Хоть Марк и не смотрел на меня сейчас, лгать ему было сложно.
— Уверена, но не хочу спешить.
— Кстати, если вы думаете, что одного револьвера хватит чтоб успокоить разбушевавшегося серва…
— На счет этого можете не волноваться. По серву стрелять не придется. У нас сегодня другая добыча.
— А Кир? — не успокаивался Марк, — Мы ведь ни черта не смыслим в чарах!
Ого, он уже и чертыхаться начал! Значит, действительно нервничает.
— Он нам не понадобиться.
— Но серв…
— Забудьте про серва. Лучше прибавьте скорости.
Марк стиснул зубы и больше вопросов не задавал. К нашему счастью улицы в этот почти полуночный час были пусты, спиритоцикл шел на предельной скорости, незаметно пожирая целые кварталы. Страха скорости я не испытывала, было лишь горячее нетерпение в крови, точно в вену мне вставили капельницу с газированной водой, а на губах ощущался едкий привкус опасности.
У дома Аристарха Марк осадил свой механический экипаж так резко, что я едва не припечаталась лбом к стеклу, спас ремень. На нижнем этаже горел свет, но неяркий — судя по всему, хозяева уже собирались ко сну. Впрочем, Аристарх вроде бы говорил, что ложится довольно рано. Впрочем, сейчас это не играло роли. Мы должны были успеть.
Я схватила кольцо и застучала им по двери.

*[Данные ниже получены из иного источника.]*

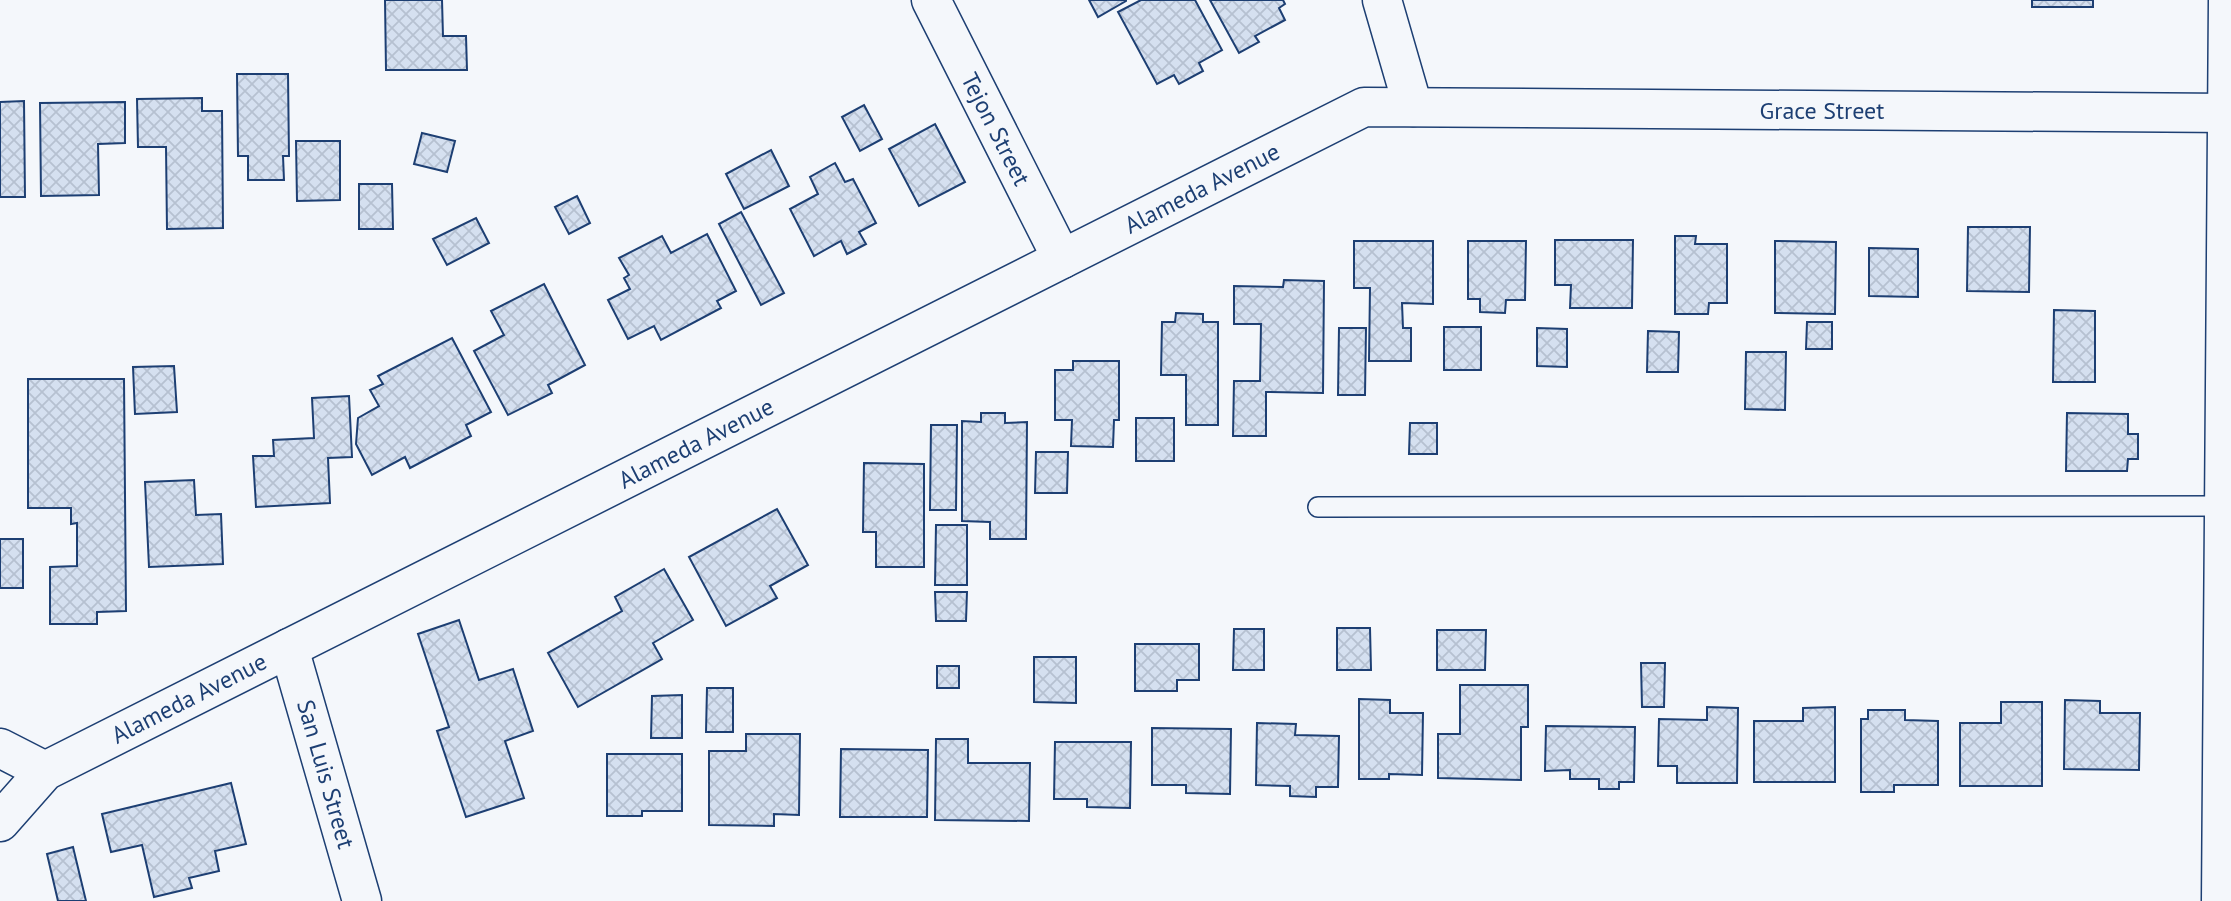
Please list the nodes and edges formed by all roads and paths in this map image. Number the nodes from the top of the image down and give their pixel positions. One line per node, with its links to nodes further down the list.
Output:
1 (931, 0): 6 (street, Tejon Street)
2 (1382, 0): 4 (street)
3 (2228, 0): 5 (street)
4 (1413, 107): 5 (street, Grace Street); 6 (street, Alameda Avenue)
5 (2229, 113): 7 (street)
6 (1062, 259): 9 (street, Alameda Avenue)
7 (2228, 506): 8 (lane); 14 (street)
8 (1318, 507)
9 (289, 648): 11 (street, Alameda Avenue); 13 (street, San Luis Street)
10 (0, 747): 11 (street)
11 (44, 771): 12 (street, Alameda Avenue)
12 (0, 822)
13 (362, 901)
14 (2221, 901)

Стук посреди ночной улицы вышел тревожный и суетливый, как карканье ворона. Марк покачал головой:
— Всыплет нам Христо завтра за такие авантюры.

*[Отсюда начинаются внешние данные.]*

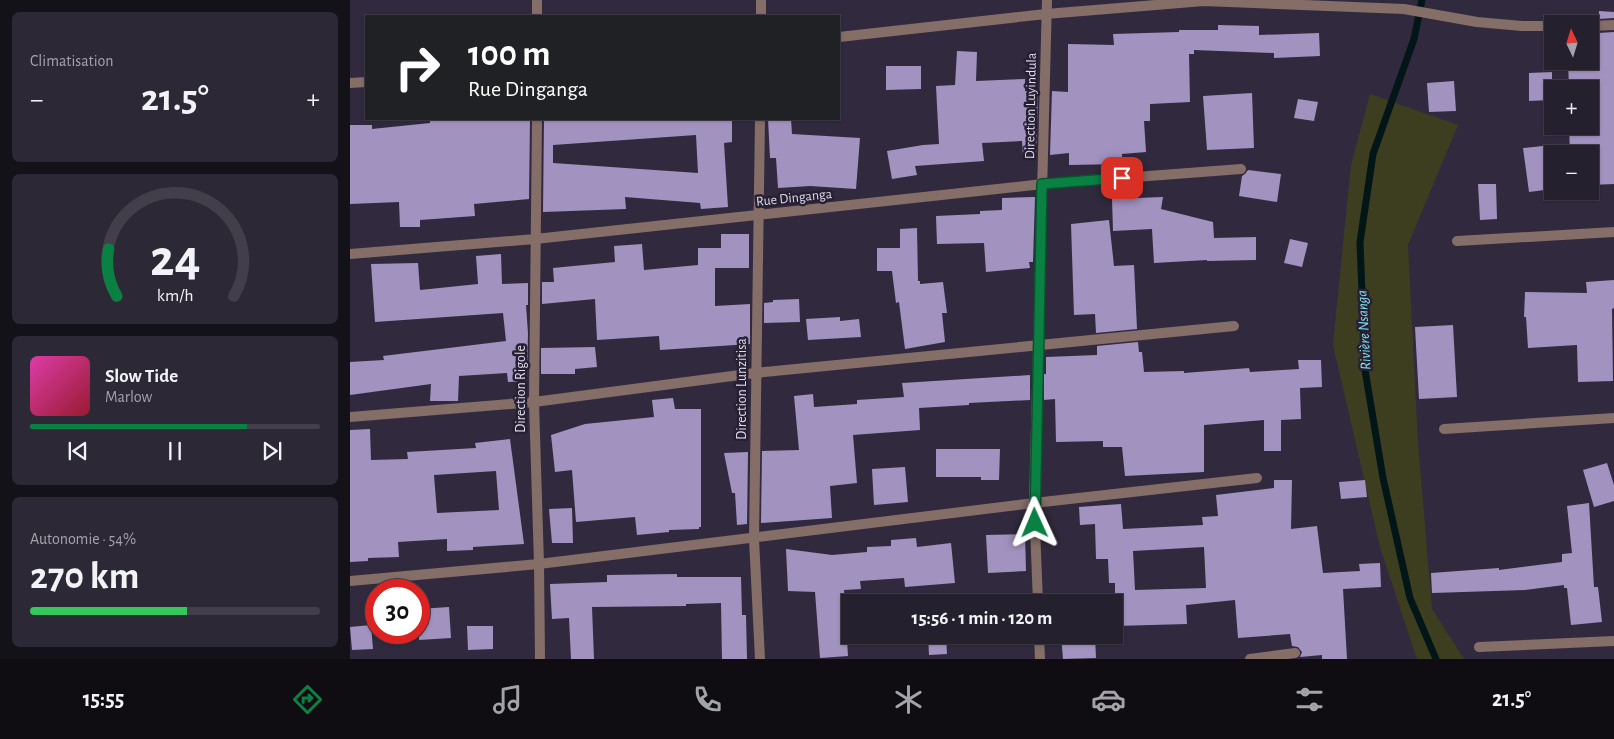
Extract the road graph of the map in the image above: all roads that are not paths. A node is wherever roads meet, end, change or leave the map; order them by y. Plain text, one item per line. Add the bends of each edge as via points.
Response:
1 (537, 0) edge
2 (761, 0) edge
3 (1047, 0) edge
4 (1046, 14) junction
5 (537, 15) edge
6 (761, 15) edge
7 (1544, 26) edge
8 (1599, 26) edge
9 (1614, 26) edge
10 (840, 37) edge
11 (365, 82) edge
12 (350, 83) edge
13 (537, 120) edge
14 (760, 120) edge
15 (1241, 169) dead end
16 (1042, 184) junction
17 (757, 216) junction
18 (1614, 232) edge
19 (535, 239) junction
20 (1457, 241) dead end
21 (350, 254) edge
22 (1234, 326) dead end
23 (1039, 346) junction
24 (755, 373) junction
25 (534, 402) junction
26 (350, 417) edge
27 (1614, 418) edge
28 (1444, 429) dead end
29 (1257, 478) dead end
30 (1034, 504) junction
31 (754, 538) junction
32 (539, 564) junction
33 (350, 581) edge
34 (1038, 594) edge
35 (1614, 642) edge
36 (1039, 644) edge
37 (1480, 647) dead end
38 (1295, 653) dead end
39 (540, 659) edge
40 (760, 659) edge
41 (1040, 659) edge
42 (1250, 659) edge

1 - 5 street
2 - 6 street
3 - 4 street, Direction Luyindula
4 - 7 street via 1204,1 1404,9 1477,22
4 - 10 street
4 - 16 street, Direction Luyindula
8 - 9 street
11 - 12 street
13 - 19 street, Direction Rigole
14 - 17 street, Direction Lunzitisa
15 - 16 street, Rue Dinganga
16 - 17 street, Rue Dinganga
16 - 23 street, Direction Luyindula
17 - 19 street, Rue Dinganga
17 - 24 street, Direction Lunzitisa
18 - 20 street
19 - 21 street, Rue Dinganga
19 - 25 street, Direction Rigole
22 - 23 street
23 - 24 street
23 - 30 street, Direction Luyindula
24 - 25 street
24 - 31 street, Direction Lunzitisa
25 - 26 street
25 - 32 street, Direction Rigole
27 - 28 street
29 - 30 street
30 - 31 street
30 - 34 street, Direction Luyindula
31 - 32 street
31 - 40 street, Direction Lunzitisa
32 - 33 street
32 - 39 street, Direction Rigole
35 - 37 street
36 - 41 street
38 - 42 street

Прошло не меньше минуты, прежде чем дверь отперли. И каждое мгновенье этой бесконечной минуты отдавалось в висках гулким сердечным ударом. Дверь распахнулась и в тускло освещенном из гостиной дверном проеме я увидела Аристарха и его супругу.
Елена была в платье, с книгой в руках, видимо еще не спала, Аристарх же оказался облачен в богато расшитый халат, в опущенной руке сжимал маленький черный револьвер.
— Бога ради, что это означает? — воскликнул Аристарх, увидев нас, — Что за визит? Я уж подумал… Проходите. Господин Ласкарис меня не предупреждал. Что-то случилось?
Чувствовалось, что нервное напряжение, владеющее им последний месяц и обострившееся до крайности, сказывается — руки его прыгали, голос звенел, лицо опять было в нехорошей чахоточной бледности. Бедный, бедный Аристарх. Все кругом уже готовы были записывать его в душевнобольные.
«Даже ты, — услужливо подсказала нарочито противным голосом совесть, — Даже ты.»
Договориться с совестью можно было и позже, Аристарх же желал получить объяснения незамедлительно.